TOKYO - Japan got a double dose of good economic news Friday with the release of healthy industrial production and consumer price figures that underlines continued recovery of the world's second-largest economy.
Optimism was tempered by a drop in household spending and a report showing that unemployment remained steady at 4.1 percent in August.
But investors still showed confidence in Japan's economic prospects, lifting the Nikkei 225 stock index higher for a third straight session. The index rose 0.64 percent to 16,127.58.
The overall figures point in the right direction for Prime Minister Shinzo Abe, who took office Tuesday and is under pressure to sustain the economic revival that started under his predecessor, Junichiro Koizumi.
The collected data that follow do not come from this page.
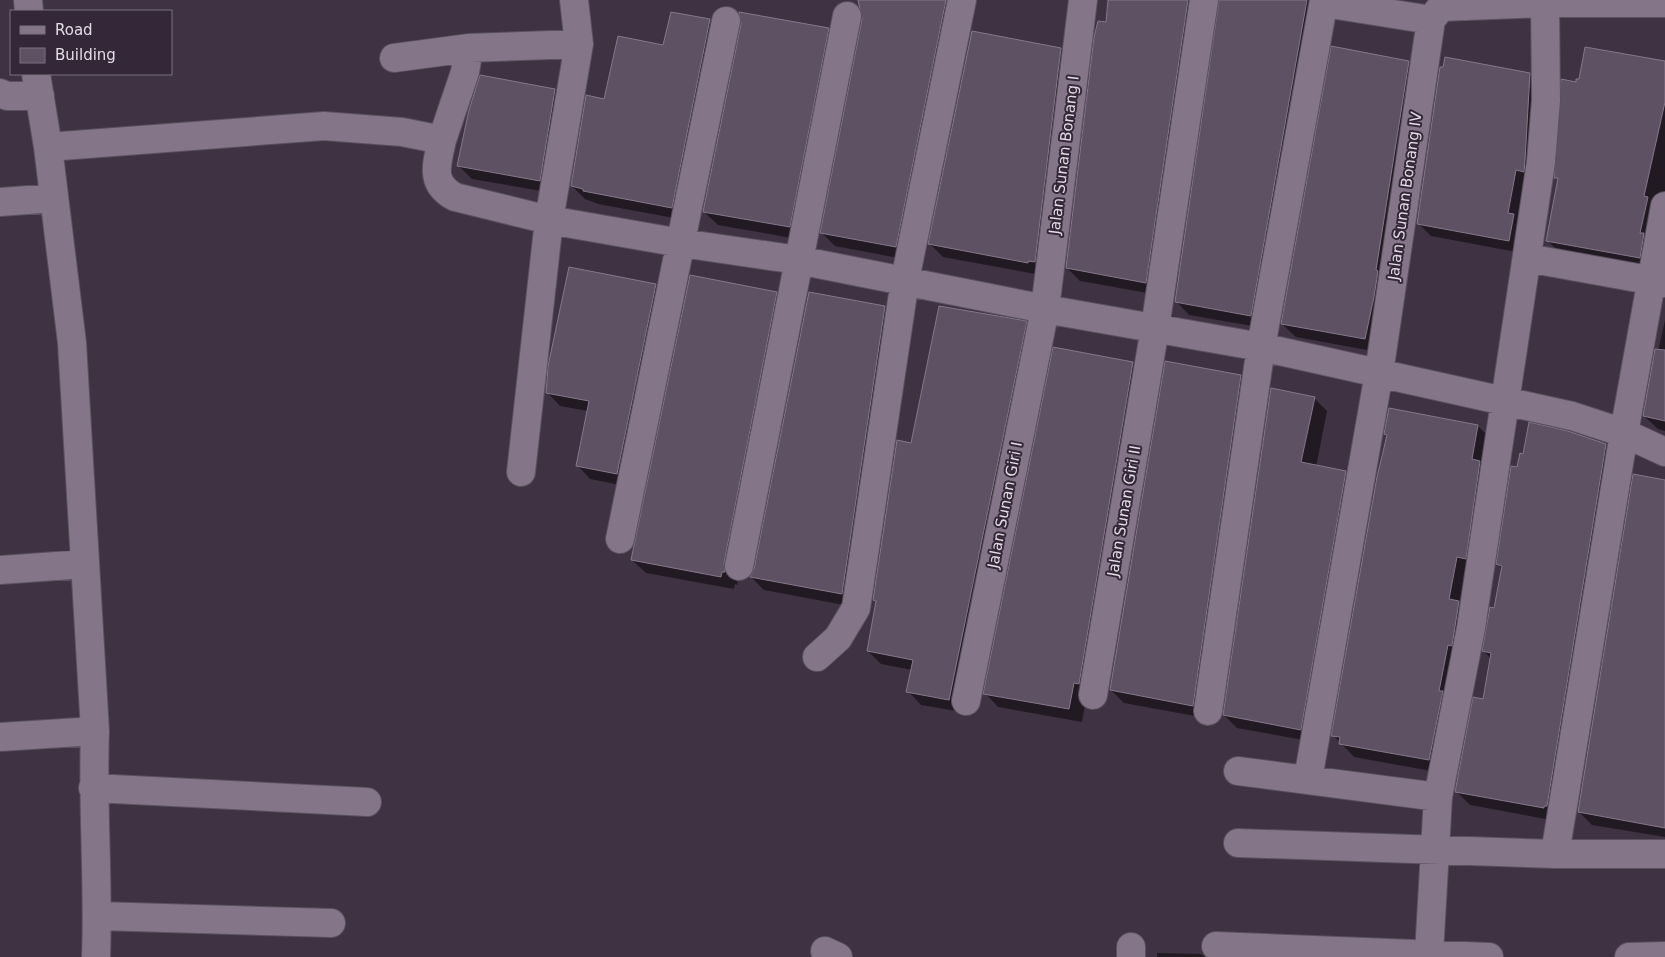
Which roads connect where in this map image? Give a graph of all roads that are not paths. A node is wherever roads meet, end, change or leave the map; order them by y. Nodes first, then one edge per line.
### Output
1 (574, 0) edge
2 (962, 0) edge
3 (1083, 0) edge
4 (1204, 0) edge
5 (1324, 2) edge
6 (1545, 2) edge
7 (1665, 3) edge
8 (847, 16) dead end
9 (1431, 20) junction
10 (726, 21) dead end
11 (579, 44) junction
12 (469, 48) junction
13 (394, 58) dead end
14 (38, 85) edge
15 (0, 93) edge
16 (442, 140) junction
17 (48, 147) junction
18 (54, 198) junction
19 (0, 202) edge
20 (1665, 206) edge
21 (549, 220) junction
22 (681, 243) junction
23 (1527, 258) junction
24 (798, 260) junction
25 (905, 280) junction
26 (1658, 282) edge
27 (1044, 309) junction
28 (1155, 328) junction
29 (1261, 347) junction
30 (1379, 373) junction
31 (1504, 400) junction
32 (1624, 434) junction
33 (1665, 452) edge
34 (521, 472) dead end
35 (620, 539) dead end
36 (86, 564) junction
37 (739, 566) dead end
38 (0, 570) edge
39 (817, 657) dead end
40 (1093, 695) dead end
41 (966, 701) dead end
42 (1208, 711) dead end
43 (95, 731) junction
44 (0, 737) edge
45 (1238, 771) dead end
46 (1308, 779) junction
47 (93, 788) junction
48 (1438, 796) junction
49 (367, 802) dead end
50 (1238, 843) dead end
51 (1436, 848) junction
52 (1555, 854) junction
53 (1665, 854) edge
54 (98, 916) junction
55 (331, 923) dead end
56 (1216, 946) dead end
57 (1254, 952) edge
58 (1372, 954) edge
59 (1429, 954) junction
60 (1665, 956) edge
61 (96, 957) edge
62 (1478, 957) edge
63 (1489, 957) edge
64 (1629, 957) edge

1 - 11 street
2 - 25 street
3 - 27 street, Jalan Sunan Bonang I
4 - 28 street, Jalan Sunan Giri II
5 - 9 street
5 - 29 street
6 - 7 street
6 - 9 street
6 - 23 street
8 - 24 street
9 - 30 street, Jalan Sunan Bonang IV
10 - 22 street
11 - 12 street
11 - 21 street
12 - 13 street
12 - 16 street
14 - 15 street
14 - 17 street
16 - 17 street
16 - 21 street
17 - 18 street
18 - 19 street
18 - 36 street
20 - 26 street
21 - 22 street
21 - 34 street
22 - 24 street
22 - 35 street
23 - 26 street
23 - 31 street
24 - 25 street
24 - 37 street
25 - 27 street
25 - 39 street
26 - 32 street
27 - 28 street
27 - 41 street, Jalan Sunan Giri I
28 - 29 street
28 - 40 street, Jalan Sunan Giri II
29 - 30 street
29 - 42 street
30 - 31 street
30 - 46 street, Jalan Sunan Bonang IV
31 - 32 street
31 - 48 street
32 - 33 street
32 - 52 street
36 - 38 street
36 - 43 street
43 - 44 street
43 - 47 street
45 - 46 street
46 - 48 street
47 - 49 street
47 - 54 street
48 - 51 street
50 - 51 street
51 - 52 street
51 - 59 street
52 - 53 street
54 - 55 street
54 - 61 street
56 - 57 street
57 - 58 street
58 - 59 street
59 - 62 street
60 - 64 street
62 - 63 street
Japanese industrial production rose 1.9 percent in August from the previous month, while shipments jumped 2.5 percent, the Ministry of Economy, Trade and Industry said Friday, adding that output is in an upward trend.
While output is forecast to slip 0.1 percent in September, it is seen rising 1.8 percent the following month, the ministry said.
Meanwhile, the nation's core consumer price index rose 0.3 percent in August, the government said separately, offering fresh evidence that the economy is steadily pulling out of deflation. That follows an increase of 0.2 percent in July.
The core CPI data, which excludes volatile fresh food prices, suggest that Japan's economy is pulling out of deflation and supports the Bank of Japan's decision to raise interest rates in July for the first time in six years. Its key rate was raised to 0.25 percent from virtually zero, and attention now turns to whether the central bank will hike rates again sometime late this year or early next.
"The data boosted our confidence about Japan's economy, though we need to watch the development for another few months before deciding whether the trend is likely continue," said Keiji Kanda, an economist with Daiwa Institute of Research Ltd.
Japan has faced the danger of deflation, a continuing drop in prices that deadens economic activity by bringing down wages and profits. Most industrialized nations worry about the opposite danger - rising prices or inflation.
Still, government authorities remained cautious.
"Since there was a long period of deflation we need to make a careful decision on whether the economy has really overcome it," Chief Cabinet Secretary Yasuhisa Shiozaki said Friday. "We need to make sure the situation will not return to deflation."
Economy Minister Hiroko Ota warned that excluding prices for oil prices, actual year-on-year price changes are around 0 percent and said the government needs to guard against falling back into deflation.
The comments seemed indirectly aimed at suggesting another interest rake hike by the BOJ was not immediately needed. Ota said she hopes the BOJ shares the administration's policy goals, but said the central bank must decide its own policies independently.
New Finance Minister Koji Omi meanwhile said he plans to hold his first meeting with U.S. Treasury Secretary Henry Paulson on the sidelines of the Group of 20 financial gathering in Australia in November, Kyodo News reported.
On the labor front, Japan's unemployment rate remained unchanged at 4.1 percent in August, just a hair above an eight-year low of 4.0 percent reached earlier this year and matching the forecast of economists surveyed by Dow Jones.
The number of unemployed fell by 120,000 people from a year earlier to 2.70 million, marking the ninth straight month of declines, while the number with jobs rose by 220,000 to 64.27 million, marking the 16th straight month of increases.
One cause for alarm, however, was a 4.4 percent decrease in spending in August by Japanese households headed by wage earners. The indicate households are spending less as the pace of wage increases slows.
The figure was much worse than an average forecast of a 1.7 percent drop, according to a Dow Jones survey of economists.
For the five last years, Japan has mounted an economic comeback from more than a decade of doldrums, under reforms ushered in by Koizumi. But the new premier faces a host of challenges including taxation problems, a growing gap between rich and poor, massive government debt, a shrinking population and a lingering oversensitivity to U.S. downturns.